Phil Carret was one of the best investors of the 20th century and when asked what the secret of his success was he replied with one word – “Patience.”
If you manage to get hold of high-quality businesses at reasonable prices then just keep hold of them because the wonders of time and compounding will work their magic for you.
Einstein was reputed to say that compounding was the eighth wonder of the world. Its power can be enormous. You can read more about it here.
6. Don't let “the market” control your emotions.
One of the most important aspects of investing is to keep a steady temperament. The market will play around with your emotions all the time but it is important not to get too excited when things are going well or too depressed when times are tough.
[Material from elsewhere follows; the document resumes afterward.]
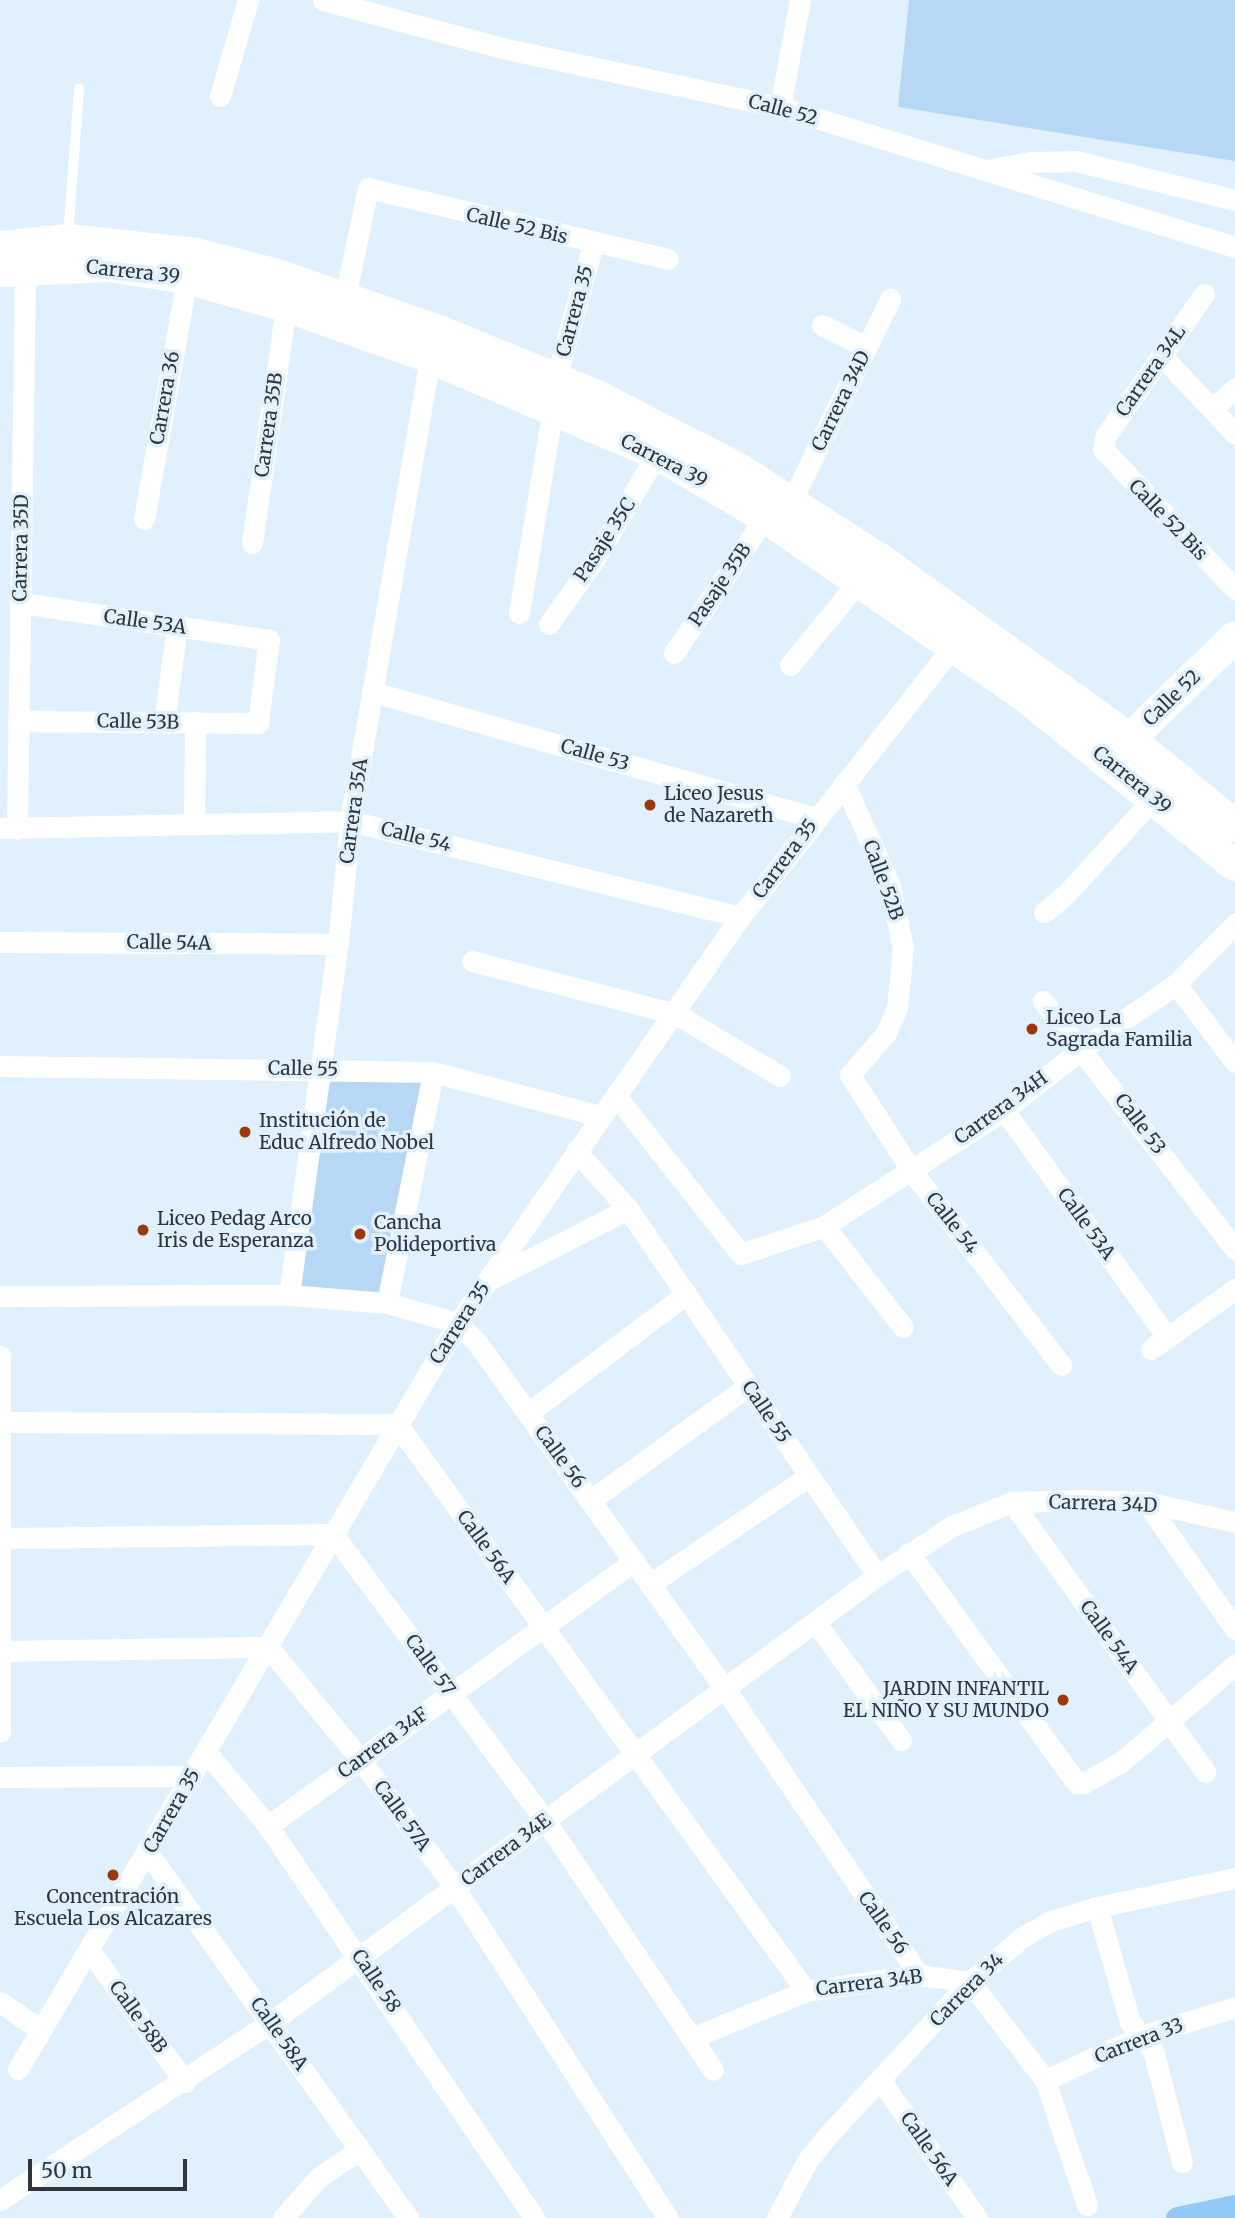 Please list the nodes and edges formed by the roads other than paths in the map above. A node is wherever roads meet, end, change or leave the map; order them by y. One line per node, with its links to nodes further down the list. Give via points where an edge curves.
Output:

Try to remain objective, rational and unemotional. Focus on what matters which is the underlying securities and how you value them. When differentials open up between the quoted price and your intrinsic value then act on your judgment!
7. Read and learn as much as you can.
There are so many great investors out there and you can learn something from them all on how to become financially independent. I have spent years reading and learning from so many.
You can read all of Buffett's letters to shareholders, read the likes of Graham, Lynch, Schloss, Fisher, Templeton, Munger, Marks, Greenblatt, etc.
They all offer valuable lessons from their experiences both good and bad – why wouldn't you want to learn from these greats if you are to be a good investor yourself?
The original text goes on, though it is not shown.